● **ABOUT THIS TASK**
Every picture should be left out, but the lines below must be repeated exactly.

● **WORKING DATA**

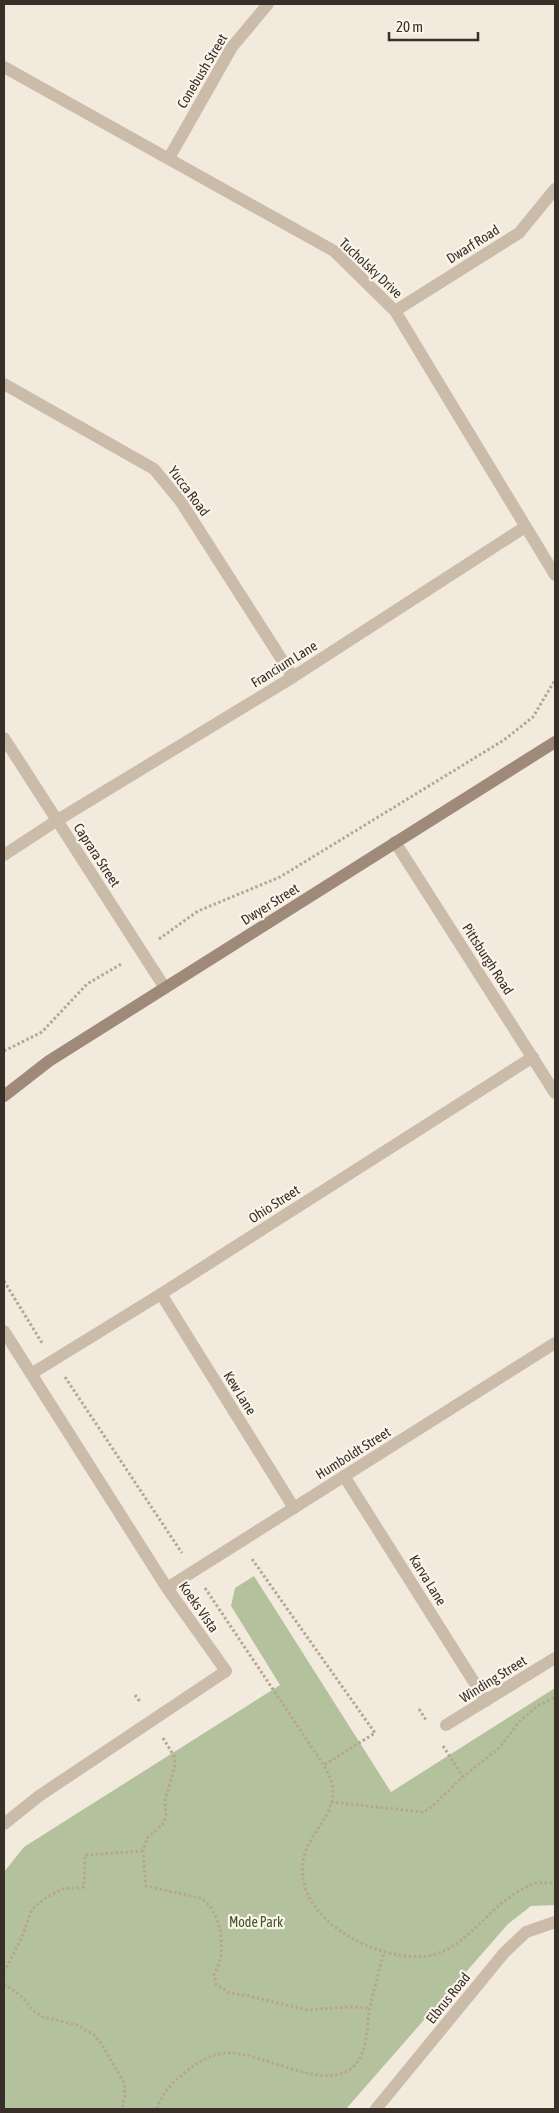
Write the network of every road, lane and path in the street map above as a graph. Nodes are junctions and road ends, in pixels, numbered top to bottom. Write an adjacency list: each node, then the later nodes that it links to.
1 (268, 4): 3 (street, Conebush Street)
2 (4, 68): 3 (street, Tucholsky Drive)
3 (169, 158): 5 (street, Tucholsky Drive)
4 (555, 189): 5 (street, Dwarf Road)
5 (395, 311): 7 (street, Tucholsky Drive)
6 (4, 384): 9 (street, Yucca Road)
7 (525, 527): 8 (street, Tucholsky Drive); 9 (street, Francium Lane)
8 (555, 575)
9 (294, 677): 13 (street, Francium Lane)
10 (555, 680): 16 (path)
11 (4, 738): 13 (street, Caprara Street)
12 (555, 742): 14 (street, Dwyer Street)
13 (56, 820): 15 (street, Francium Lane); 16 (street, Caprara Street)
14 (395, 842): 17 (street, Dwyer Street); 19 (street, Pittsburgh Road)
15 (4, 855)
16 (142, 952): 17 (street, Caprara Street); 18 (path)
17 (165, 988): 21 (street, Dwyer Street)
18 (4, 1051)
19 (533, 1057): 20 (street, Pittsburgh Road); 23 (street, Ohio Street)
20 (555, 1093)
21 (4, 1096)
22 (4, 1281): 26 (path)
23 (161, 1294): 26 (street, Ohio Street); 29 (street, Kew Lane)
24 (4, 1331): 27 (street, Koeks Vista)
25 (555, 1343): 28 (street, Humboldt Street)
26 (54, 1360): 27 (street, Ohio Street); 31 (path)
27 (31, 1374): 32 (street, Koeks Vista)
28 (344, 1476): 29 (street, Humboldt Street); 36 (street, Karva Lane)
29 (294, 1508): 30 (street, Humboldt Street)
30 (240, 1542): 31 (street, Humboldt Street); 39 (path)
31 (194, 1572): 32 (street, Humboldt Street); 39 (path)
32 (167, 1588): 37 (street, Koeks Vista)
33 (555, 1658): 36 (street, Winding Street)
34 (135, 1695): 37 (path)
35 (555, 1697): 40 (path)
36 (486, 1701): 38 (street, Winding Street)
37 (152, 1721): 41 (street, Koeks Vista); 42 (path)
38 (446, 1725)
39 (324, 1766): 40 (path)
40 (331, 1802): 45 (path)
41 (4, 1824)
42 (143, 1851): 46 (path); 48 (path)
43 (555, 1883): 45 (path)
44 (555, 1922): 51 (street, Elbrus Road)
45 (384, 1952): 48 (path)
46 (4, 1972)
47 (4, 1984): 49 (path)
48 (370, 2008): 50 (path)
49 (122, 2109)
50 (157, 2109)
51 (376, 2109)

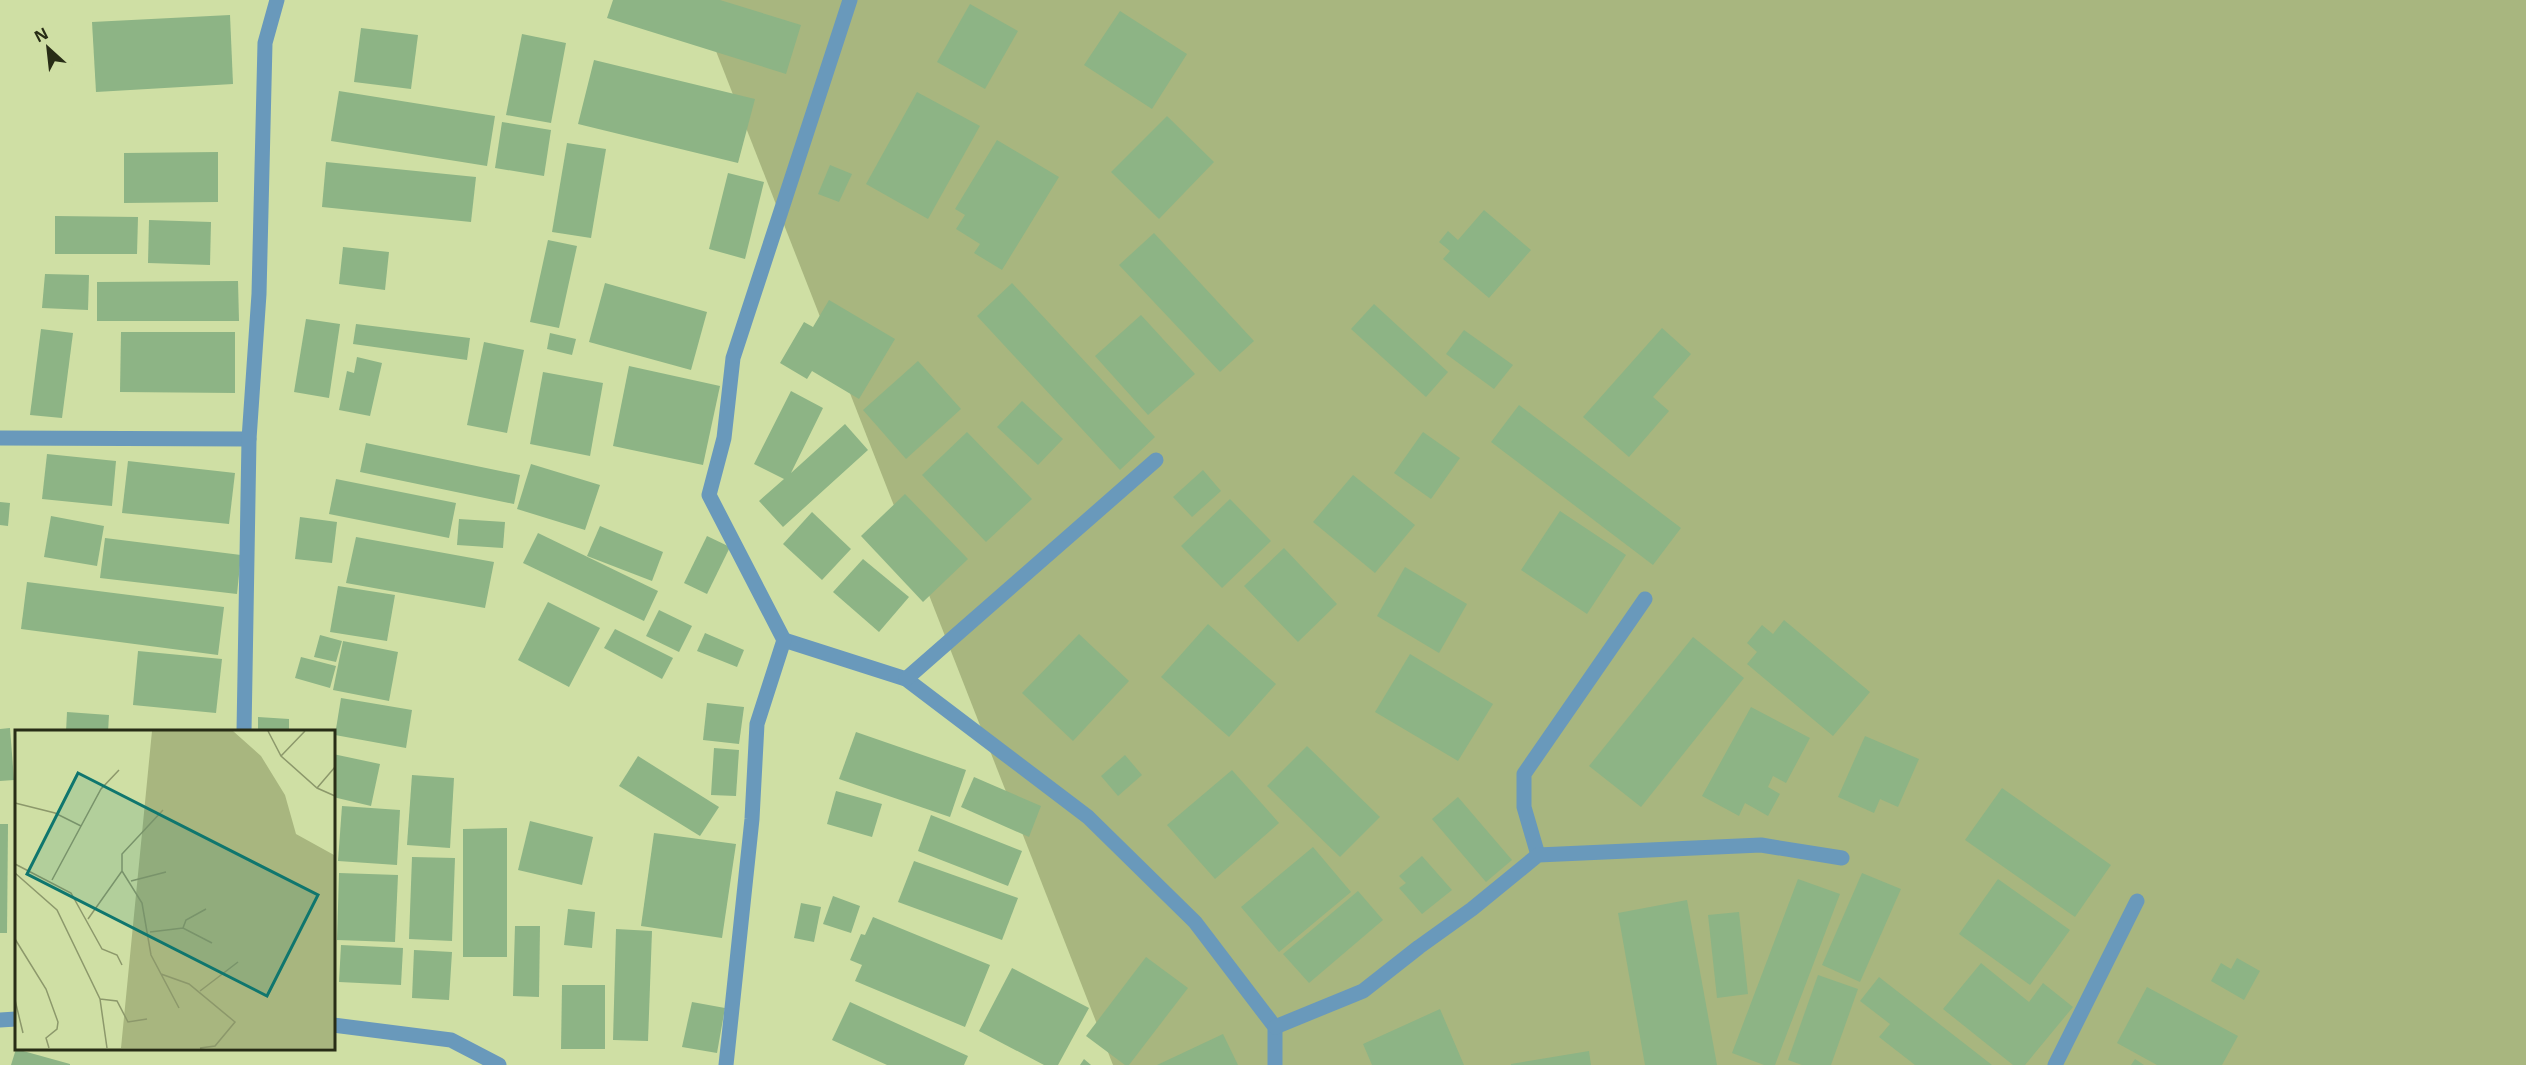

● **EXERCISE OUTPUT**
Write the network of every road, lane and path in the street map above as a graph. Nodes are junctions and road ends, in pixels, numbered top to bottom. Write an adjacency list: each node, then the later nodes that it links to.
1 (268, 4): 3 (street, Conebush Street)
2 (4, 68): 3 (street, Tucholsky Drive)
3 (169, 158): 5 (street, Tucholsky Drive)
4 (555, 189): 5 (street, Dwarf Road)
5 (395, 311): 7 (street, Tucholsky Drive)
6 (4, 384): 9 (street, Yucca Road)
7 (525, 527): 8 (street, Tucholsky Drive); 9 (street, Francium Lane)
8 (555, 575)
9 (294, 677): 13 (street, Francium Lane)
10 (555, 680): 16 (path)
11 (4, 738): 13 (street, Caprara Street)
12 (555, 742): 14 (street, Dwyer Street)
13 (56, 820): 15 (street, Francium Lane); 16 (street, Caprara Street)
14 (395, 842): 17 (street, Dwyer Street); 19 (street, Pittsburgh Road)
15 (4, 855)
16 (142, 952): 17 (street, Caprara Street); 18 (path)
17 (165, 988): 21 (street, Dwyer Street)
18 (4, 1051)
19 (533, 1057): 20 (street, Pittsburgh Road); 23 (street, Ohio Street)
20 (555, 1093)
21 (4, 1096)
22 (4, 1281): 26 (path)
23 (161, 1294): 26 (street, Ohio Street); 29 (street, Kew Lane)
24 (4, 1331): 27 (street, Koeks Vista)
25 (555, 1343): 28 (street, Humboldt Street)
26 (54, 1360): 27 (street, Ohio Street); 31 (path)
27 (31, 1374): 32 (street, Koeks Vista)
28 (344, 1476): 29 (street, Humboldt Street); 36 (street, Karva Lane)
29 (294, 1508): 30 (street, Humboldt Street)
30 (240, 1542): 31 (street, Humboldt Street); 39 (path)
31 (194, 1572): 32 (street, Humboldt Street); 39 (path)
32 (167, 1588): 37 (street, Koeks Vista)
33 (555, 1658): 36 (street, Winding Street)
34 (135, 1695): 37 (path)
35 (555, 1697): 40 (path)
36 (486, 1701): 38 (street, Winding Street)
37 (152, 1721): 41 (street, Koeks Vista); 42 (path)
38 (446, 1725)
39 (324, 1766): 40 (path)
40 (331, 1802): 45 (path)
41 (4, 1824)
42 (143, 1851): 46 (path); 48 (path)
43 (555, 1883): 45 (path)
44 (555, 1922): 51 (street, Elbrus Road)
45 (384, 1952): 48 (path)
46 (4, 1972)
47 (4, 1984): 49 (path)
48 (370, 2008): 50 (path)
49 (122, 2109)
50 (157, 2109)
51 (376, 2109)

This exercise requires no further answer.